The message came by e-mail to a computer in the public relations office on the Sam Houston State University campus--a distress signal from a quick-thinking sailor.
"I am a plebe (freshman) midshipman at the U. S. Naval Academy and as part of our training we are required to find obscure facts," read the SOS. "I was wondering if you could tell me what was inscribed on General Sam Houston's ring."
Within a half hour the return message--a literary life raft of sorts--was on its way.
"With assists from Richard Rice of the Sam Houston Memorial Museum on the Sam Houston State University campus and Paul Culp of the Gresham Library, we have determined that it was a one-word motto: 'Honor.' That word is the last word of Marquis James' authoritative biography on Sam Houston, 'The Raven.' Richard said that the ring is in the San Jacinto Battleground museum near Houston, Texas."

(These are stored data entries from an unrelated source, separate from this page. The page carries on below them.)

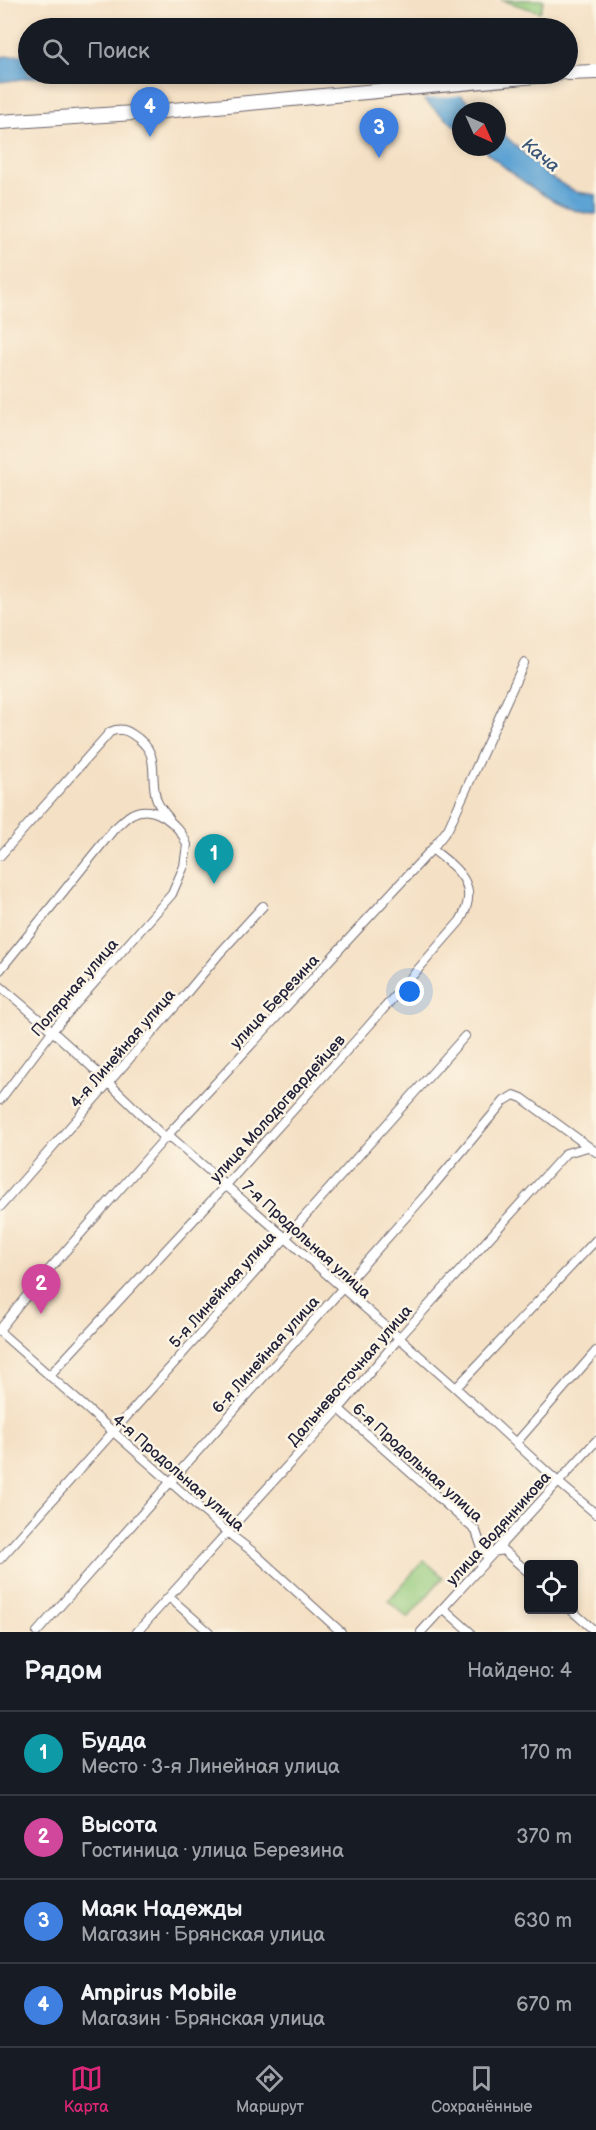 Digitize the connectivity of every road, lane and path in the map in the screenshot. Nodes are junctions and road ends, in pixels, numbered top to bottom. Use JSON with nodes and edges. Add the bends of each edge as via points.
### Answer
{"nodes":[{"id":1,"x":596,"y":72,"type":"edge"},
{"id":2,"x":578,"y":73,"type":"edge"},
{"id":3,"x":451,"y":84,"type":"edge"},
{"id":4,"x":0,"y":122,"type":"edge"},
{"id":5,"x":524,"y":663,"type":"dead end"},
{"id":6,"x":170,"y":819,"type":"junction"},
{"id":7,"x":432,"y":849,"type":"junction"},
{"id":8,"x":0,"y":856,"type":"edge"},
{"id":9,"x":263,"y":906,"type":"dead end"},
{"id":10,"x":0,"y":970,"type":"edge"},
{"id":11,"x":0,"y":986,"type":"edge"},
{"id":12,"x":53,"y":1030,"type":"junction"},
{"id":13,"x":465,"y":1036,"type":"dead end"},
{"id":14,"x":110,"y":1083,"type":"junction"},
{"id":15,"x":0,"y":1100,"type":"edge"},
{"id":16,"x":165,"y":1138,"type":"junction"},
{"id":17,"x":588,"y":1147,"type":"junction"},
{"id":18,"x":596,"y":1152,"type":"edge"},
{"id":19,"x":226,"y":1185,"type":"junction"},
{"id":20,"x":0,"y":1207,"type":"edge"},
{"id":21,"x":286,"y":1238,"type":"junction"},
{"id":22,"x":596,"y":1240,"type":"edge"},
{"id":23,"x":342,"y":1289,"type":"junction"},
{"id":24,"x":0,"y":1331,"type":"edge"},
{"id":25,"x":399,"y":1338,"type":"junction"},
{"id":26,"x":596,"y":1351,"type":"edge"},
{"id":27,"x":49,"y":1376,"type":"junction"},
{"id":28,"x":456,"y":1388,"type":"junction"},
{"id":29,"x":339,"y":1409,"type":"junction"},
{"id":30,"x":112,"y":1432,"type":"junction"},
{"id":31,"x":596,"y":1441,"type":"edge"},
{"id":32,"x":516,"y":1443,"type":"junction"},
{"id":33,"x":170,"y":1482,"type":"junction"},
{"id":34,"x":558,"y":1482,"type":"junction"},
{"id":35,"x":596,"y":1514,"type":"edge"},
{"id":36,"x":227,"y":1532,"type":"junction"},
{"id":37,"x":495,"y":1553,"type":"junction"},
{"id":38,"x":0,"y":1559,"type":"edge"},
{"id":39,"x":524,"y":1568,"type":"edge"},
{"id":40,"x":169,"y":1597,"type":"junction"},
{"id":41,"x":443,"y":1608,"type":"junction"},
{"id":42,"x":576,"y":1614,"type":"edge"},
{"id":43,"x":37,"y":1632,"type":"edge"},
{"id":44,"x":137,"y":1632,"type":"edge"},
{"id":45,"x":209,"y":1632,"type":"edge"},
{"id":46,"x":341,"y":1632,"type":"edge"},
{"id":47,"x":421,"y":1632,"type":"edge"},
{"id":48,"x":470,"y":1632,"type":"edge"},
{"id":49,"x":596,"y":1632,"type":"edge"}],
"edges":[{"from":1,"to":2,"type":"highway"},
{"from":3,"to":4,"type":"highway"},
{"from":5,"to":7,"type":"street","name":"улица Березина","via":[[448,829]]},
{"from":6,"to":8,"type":"street","via":[[156,797],[150,750],[130,732],[117,729],[110,732]]},
{"from":6,"to":10,"type":"street","via":[[148,810],[133,813],[114,829]]},
{"from":6,"to":12,"type":"street","name":"Полярная улица","via":[[187,845],[184,866],[172,894]]},
{"from":7,"to":16,"type":"street","name":"улица Березина"},
{"from":7,"to":19,"type":"street","name":"улица Молодогвардейцев","via":[[459,871],[467,884],[467,910]]},
{"from":9,"to":14,"type":"street","name":"4-я Линейная улица"},
{"from":11,"to":12,"type":"street","name":"7-я Продольная улица"},
{"from":12,"to":14,"type":"street","name":"7-я Продольная улица"},
{"from":12,"to":15,"type":"street","name":"Полярная улица"},
{"from":13,"to":21,"type":"street","name":"5-я Линейная улица"},
{"from":14,"to":16,"type":"street","name":"7-я Продольная улица"},
{"from":14,"to":20,"type":"street","name":"4-я Линейная улица"},
{"from":16,"to":19,"type":"street","name":"7-я Продольная улица","via":[[172,1138]]},
{"from":16,"to":24,"type":"street","name":"улица Березина"},
{"from":17,"to":18,"type":"street"},
{"from":17,"to":23,"type":"street","name":"6-я Линейная улица","via":[[514,1095],[504,1101]]},
{"from":17,"to":25,"type":"street","name":"Дальневосточная улица","via":[[566,1153]]},
{"from":19,"to":21,"type":"street","name":"7-я Продольная улица"},
{"from":19,"to":27,"type":"street","name":"улица Молодогвардейцев"},
{"from":21,"to":23,"type":"street","name":"7-я Продольная улица"},
{"from":21,"to":30,"type":"street","name":"5-я Линейная улица"},
{"from":22,"to":28,"type":"street"},
{"from":23,"to":25,"type":"street","name":"7-я Продольная улица"},
{"from":23,"to":33,"type":"street","name":"6-я Линейная улица"},
{"from":24,"to":27,"type":"street","name":"4-я Продольная улица"},
{"from":25,"to":28,"type":"street","name":"7-я Продольная улица"},
{"from":25,"to":29,"type":"street","name":"Дальневосточная улица"},
{"from":26,"to":32,"type":"street"},
{"from":27,"to":30,"type":"street","name":"4-я Продольная улица"},
{"from":28,"to":32,"type":"street","name":"7-я Продольная улица"},
{"from":29,"to":36,"type":"street","name":"Дальневосточная улица"},
{"from":29,"to":37,"type":"street","name":"6-я Продольная улица","via":[[476,1531],[484,1554]]},
{"from":30,"to":33,"type":"street","name":"4-я Продольная улица"},
{"from":30,"to":38,"type":"street","name":"5-я Линейная улица"},
{"from":31,"to":34,"type":"street","name":"улица Водянникова"},
{"from":32,"to":34,"type":"street","name":"7-я Продольная улица"},
{"from":33,"to":36,"type":"street","name":"4-я Продольная улица"},
{"from":33,"to":43,"type":"street","name":"6-я Линейная улица"},
{"from":34,"to":35,"type":"street","name":"7-я Продольная улица"},
{"from":34,"to":37,"type":"street","name":"улица Водянникова"},
{"from":36,"to":40,"type":"street","name":"Дальневосточная улица"},
{"from":36,"to":46,"type":"street","name":"4-я Продольная улица"},
{"from":37,"to":39,"type":"street","name":"6-я Продольная улица","via":[[503,1550]]},
{"from":37,"to":41,"type":"street","name":"улица Водянникова"},
{"from":40,"to":44,"type":"street","name":"Дальневосточная улица"},
{"from":40,"to":45,"type":"street"},
{"from":41,"to":47,"type":"street","name":"улица Водянникова"},
{"from":41,"to":48,"type":"street"},
{"from":42,"to":49,"type":"street"}]}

At Sam Houston State University these days, the World Wide Web is a real part of the lives of most students and faculty members and a tool that makes the outside world smaller and the Sam Houston State world more visible.
This past week the Sam Houston State home page recorded its half millionth "hit," or contact, of 1997.
"We expect to go over 600,000 (for the year)," said James Stevens, director of computer services. "Next year we expect one million."
Not all of the SHSU Web page contacts are from off campus. In fact, growth in campus use is one of the big reasons for the increasing activity.
This year at homecoming, students elected the queen and king by voting on the Web. Many instructors are posting course materials on the Web. More than 2,200 of SHSU's 12,713 students have their own home pages on the Web.
Stevens said that there are several reasons for the explosion in Web use. These include popularity of the Web in general, more access by dial-in lines and lab workstations, the movement of more functions such as student and faculty directories to the Web, greater use of the Web by professors and greater use of classrooms with Web access.
The Web has become SHSU's "information entrance."
Prospective students can find the same kind of information that was once available only in a catalogue or printed schedule of classes on the university Website. They can even take a virtual tour of campus with a click of their computer mouse. The "tour" includes directions on how to reach campus for a real tour, and contact information for the Admissions Visitor Center.
If you're interested in attending SHSU, you can download an application form from the Web page. One of the next steps is to have students, who can register now by telephone, to register on the Web.
"Our initial philosophy was to provide information about SHSU to external users," said Nancy Sears, the Web page coordinator. "The next level of our plan is to emphasize more our on-campus use. We are expanding the intranet side, and many of the university documents are now available here."
When it comes to communication, Sam Houston State is an active player in a movement that is shrinking the globe.
"We've created a page for international students which provides certain information in their first language," said Sears. "The time lag for dealing with international students via the postal service and/or the expense of long distance telephone calls is minimized dramatically. Students can now print the application out and send it in without having to wait to receive one from us."
A possible next step would be allowing users to apply on-line. This is not done now because state law requires a signature on the application form.
Electronic communication is also playing a big part in the university's Office of Public Relations efforts. SHSU faculty members are referred daily to reporters throughout the world who post questions on a media query service called ProfNet.
Not only the media, but anyone who is interested, has access to news, calendars, a listing of campus experts, campus facts and historical features on the university and General Sam Houston.
The Sam Houston Memorial Museum has its own presentation of extensive information on the intriguing Texas hero, who achieved mighty things militarily with his small Texian army. Even today's U. S. Navy has noticed.
"I really appreciate your help," the fact-finding midshipman replied after receiving the answer to his question. "I'm sure that my upperclass detailers will be impressed when I report back tomorrow. Thanks again."